Neilston residents have claimed complaints about noise pollution at the village’s wind farm are being ignored by council chiefs.
According to Neilston Community Council (NCC), the concerns of those living in both Neilston and neighbouring Uplawmoor have been “either ignored or cursorily dismissed” for four years.
It is claimed that East Renfrewshire Council (ERC) at first failed to investigate fears that excessive wind turbine noise was breaching limits set out in planning consent.
Complaints over turbine shadow flicker – caused when rotating wind turbine blades cast shadows through constrained openings such as windows – were also flagged up to the council.

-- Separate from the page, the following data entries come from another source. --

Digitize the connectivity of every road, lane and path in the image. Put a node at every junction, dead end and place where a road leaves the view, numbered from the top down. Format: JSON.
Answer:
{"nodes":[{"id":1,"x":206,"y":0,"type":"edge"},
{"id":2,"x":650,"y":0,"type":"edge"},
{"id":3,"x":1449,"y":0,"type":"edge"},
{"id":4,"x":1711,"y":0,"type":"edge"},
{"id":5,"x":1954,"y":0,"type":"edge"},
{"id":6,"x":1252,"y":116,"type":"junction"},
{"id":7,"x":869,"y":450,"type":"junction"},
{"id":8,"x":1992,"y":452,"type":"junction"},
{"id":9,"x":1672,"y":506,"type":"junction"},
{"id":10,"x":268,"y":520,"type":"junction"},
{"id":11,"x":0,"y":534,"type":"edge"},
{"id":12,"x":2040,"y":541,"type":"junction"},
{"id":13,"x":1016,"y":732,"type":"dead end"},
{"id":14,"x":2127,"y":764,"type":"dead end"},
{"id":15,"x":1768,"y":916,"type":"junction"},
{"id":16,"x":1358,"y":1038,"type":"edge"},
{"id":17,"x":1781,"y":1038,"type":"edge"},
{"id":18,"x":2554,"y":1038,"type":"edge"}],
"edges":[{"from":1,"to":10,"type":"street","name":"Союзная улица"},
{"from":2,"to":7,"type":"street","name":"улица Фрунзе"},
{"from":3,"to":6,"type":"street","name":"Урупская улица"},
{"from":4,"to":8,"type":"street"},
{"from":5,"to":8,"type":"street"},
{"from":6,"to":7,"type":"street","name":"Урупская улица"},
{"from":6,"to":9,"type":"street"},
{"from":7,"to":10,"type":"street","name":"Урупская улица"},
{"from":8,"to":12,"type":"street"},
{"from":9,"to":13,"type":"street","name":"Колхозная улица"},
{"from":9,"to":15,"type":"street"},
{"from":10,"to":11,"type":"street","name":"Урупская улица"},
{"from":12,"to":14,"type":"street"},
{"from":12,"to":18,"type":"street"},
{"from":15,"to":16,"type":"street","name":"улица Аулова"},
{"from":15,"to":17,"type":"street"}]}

Campaigners claim that flicker results in extreme stress for some people and can cause headaches.
NCC also outlined how it was asked, along with local councillors, to help the residents’ case but that “any representations by the community council fell on deaf ears”.
It’s understood that fed-up residents commissioned a noise expert at their own expense, who supported their case.
Homeowners also asked ERC to draft in a consultant of its own and it’s believed it was confirmed that the cumulative noise from adjacent turbines and those of Neilston wind farm exceeded the permitted level by up to nine decibels.
Aileen Jackson, a complainant and owner of nearby Knockglass Farm, in Uplawmoor, said: “It is a huge exceedance. Complaints were made for four years and have been ignored.
“Even if the noise had not turned out to be breaching the conditions, East Renfrewshire Council has an obligation to protect their citizens by investigating complaints – and they didn’t.”
Ms Jackson also raised further concerns over planning permission which has been granted for more turbines close to the village.
She continued: “There are three turbines in the immediate area which have planning permission but are not yet constructed. One of them is in the field beside the Neilston wind farm.
“If this turbine in particular is commissioned, it will cause noise limits to be exceeded even further. The council must now reconsider the planning consent.”
However, the council has defended its position and rejected NCC’s suggestions that it has not looked into the matter thoroughly.
A spokesman for ERC said: “An independent specialist consultant carried out noise recordings in the area to analyse any potential issues.
“We received the final report on May 11 and are now considering what future steps, if any, are required. The finalised report was shared with a resident who requested it.”
Last month, Neilston Development Trust sold its 28 per cent stake in the village’s wind farm to The Renewables Infrastructure Group.